Dominica draws on a mix of cultures: French place names feature as often as English; African language, foods and customs mingle with European traditions as part of the island’s Creole culture; and the indigenous Kalinago (formerly known as Caribs) still carve dugouts (canoes), build houses on stilts and weave distinctive basketwork. Rastafarian influences are strong here.
About a third of Dominica’s 74,870 people live in and around Roseau. Some 87% are of African descent and about 3000 are Kalinago.
With a 61.5% Roman Catholic population and religious observance commonplace, conservative values are strong and family holds an important place in Dominican society.
Much ado has been made of the fact that Dominica has three times the number of centenarians than more developed nations. The most famous was Ma Pampo who died in 2003 at 128 years of age. There are currently more than 30 centenarians. Dominica’s government contributes to their care with free cooking gas and a monthly cash stipend.
Dominica’s most celebrated author, Jean Rhys, was born in Roseau in 1890. Although she moved to England at age 16 and made only one brief return visit to Dominica, much of her work draws upon her childhood experiences in the West Indies. Rhys touches lightly upon her life in Dominica in Voyage in the Dark (1934) and in her autobiography, Smile Please (1979). Her most famous work, Wide Sargasso Sea (1966), a novel set mostly in Jamaica and an unmentioned Dominica, was made into a film in 1993.
Landscape & Wildlife
Dominica is an island of dramatic mountains that drop straight down to the sea, and what few beaches there are have been very lightly developed. For the most part, the nature here is untouched, save for the rusted cars that dot the roadsides like so many memorials to bad driving.
Feature: Ecotourism Sites Passes
Dominica’s ecotourism sites are its biggest attraction. In order to help maintain them, a fee of US$5 per site is levied on all foreign visitors for the following dozen sites:
Boeri Lake, Boiling Lake, Indian River, Morne Trois Pitons, Middleham Falls, Freshwater Lake, Morne Diablotin Trail, Cabrits National Park, Emerald Pool, Trafalgar Falls, Soufriere Sulphur Springs and the Syndicate Forest.
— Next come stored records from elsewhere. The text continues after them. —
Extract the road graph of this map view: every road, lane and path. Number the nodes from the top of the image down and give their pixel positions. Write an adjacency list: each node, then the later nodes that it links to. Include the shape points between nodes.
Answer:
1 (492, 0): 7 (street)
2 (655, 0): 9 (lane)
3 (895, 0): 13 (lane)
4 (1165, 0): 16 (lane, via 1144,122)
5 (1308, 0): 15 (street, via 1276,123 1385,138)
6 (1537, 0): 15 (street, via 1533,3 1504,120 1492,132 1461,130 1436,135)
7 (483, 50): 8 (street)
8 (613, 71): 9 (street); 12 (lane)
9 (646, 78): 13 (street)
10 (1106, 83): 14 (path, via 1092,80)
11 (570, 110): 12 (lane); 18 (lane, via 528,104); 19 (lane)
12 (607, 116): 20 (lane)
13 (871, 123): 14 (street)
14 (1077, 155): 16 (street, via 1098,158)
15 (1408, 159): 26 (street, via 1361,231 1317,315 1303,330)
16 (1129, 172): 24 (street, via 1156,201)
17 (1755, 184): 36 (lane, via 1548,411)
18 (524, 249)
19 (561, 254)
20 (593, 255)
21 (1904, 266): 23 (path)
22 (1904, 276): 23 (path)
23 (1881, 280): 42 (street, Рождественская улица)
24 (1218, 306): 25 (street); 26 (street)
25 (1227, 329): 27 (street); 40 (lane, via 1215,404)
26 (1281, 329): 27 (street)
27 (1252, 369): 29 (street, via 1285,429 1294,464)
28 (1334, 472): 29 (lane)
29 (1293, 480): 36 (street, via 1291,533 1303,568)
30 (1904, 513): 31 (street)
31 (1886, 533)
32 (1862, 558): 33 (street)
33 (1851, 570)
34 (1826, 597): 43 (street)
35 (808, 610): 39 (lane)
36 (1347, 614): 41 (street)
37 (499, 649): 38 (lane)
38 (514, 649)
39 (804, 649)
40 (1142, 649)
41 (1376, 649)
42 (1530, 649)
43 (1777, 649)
A weekly pass for unlimited entry to all 12 costs US$12.
Passes are available at site entrances, from nearby vendors or from the national parks office inside the Botanic Gardens in Roseau.
In addition, there is a US$2 user fee per entry to the Soufriere-Scotts Head Marine Reserve, which includes Champagne Beach & Reef.
For more information, contact the Forestry, Wildlife and Parks Division at 767-266-3817 or email@example.com.
In 2015 Dominica was again named among the top 10 Developing World’s Best Ethical Destinations by Ethical Traveler, a San Francisco–based all-volunteer, nonprofit organization affiliated with the Earth Island Institute.The decision was based on the country's record of environmental protection, social welfare and human rights. Contributing to the distinction was that, since 2008, Dominica no longer allows the Japanese to engage in commercial whaling in its waters. It was also lauded for its pilot project to reduce energy consumption in business sectors.
Nevertheless, environmentalists are worried about the impact of the growing number of cruise ships that dock here to refill water supplies and dump waste, as well as about the physical impact caused by 300,000 passengers.
Dominica is 29 miles long and 16 miles wide and embraces the highest mountains in the Eastern Caribbean; the loftiest peak, Morne Diablotin, is 4747ft high. The mountains, which act as a magnet for rain, serve as a water source for the island’s purported 365 rivers. En route to the coast, many of the rivers cascade over steep cliffs, giving the island an abundance of waterfalls. Three hydroelectric plants on the Roseau River produce 27.4% of the electricity supply.
The most abundant tree on the island is the gommier, a huge gum tree used by the Kalinago to make dugouts
Whales and dolphins patrol the deep waters off Dominica’s sheltered west coast. Sperm whales, which grow to a length of 70ft, breed in the waters around here and are the most commonly sighted cetacean, although chances of seeing pilot and humpback whales as well as bottlenose dophins are also pretty good. The main season is November to March.
For near-shore divers, the marine life tends to be of the smaller variety – sea horses included – but there are spotted eagle rays, barracuda and sea turtles as well.
More than 160 bird species have been sighted on Dominica, giving it some of the most diverse birdlife in the Eastern Caribbean. Of these, 59 species nest on the island, including two endemic and endangered parrot species: Dominica’s national bird, the Sisserou parrot, and the smaller Jaco parrot.
The island has small tree frogs, many lizards, 13 bat species, 55 butterfly species, boa constrictors that grow nearly 10ft in length and four other types of snake (none poisonous).
Dominica also used to have an abundance of large frogs known as ‘mountain chicken,’ which live only here and on Montserrat. It is now critically endangered because of a virulent fungus.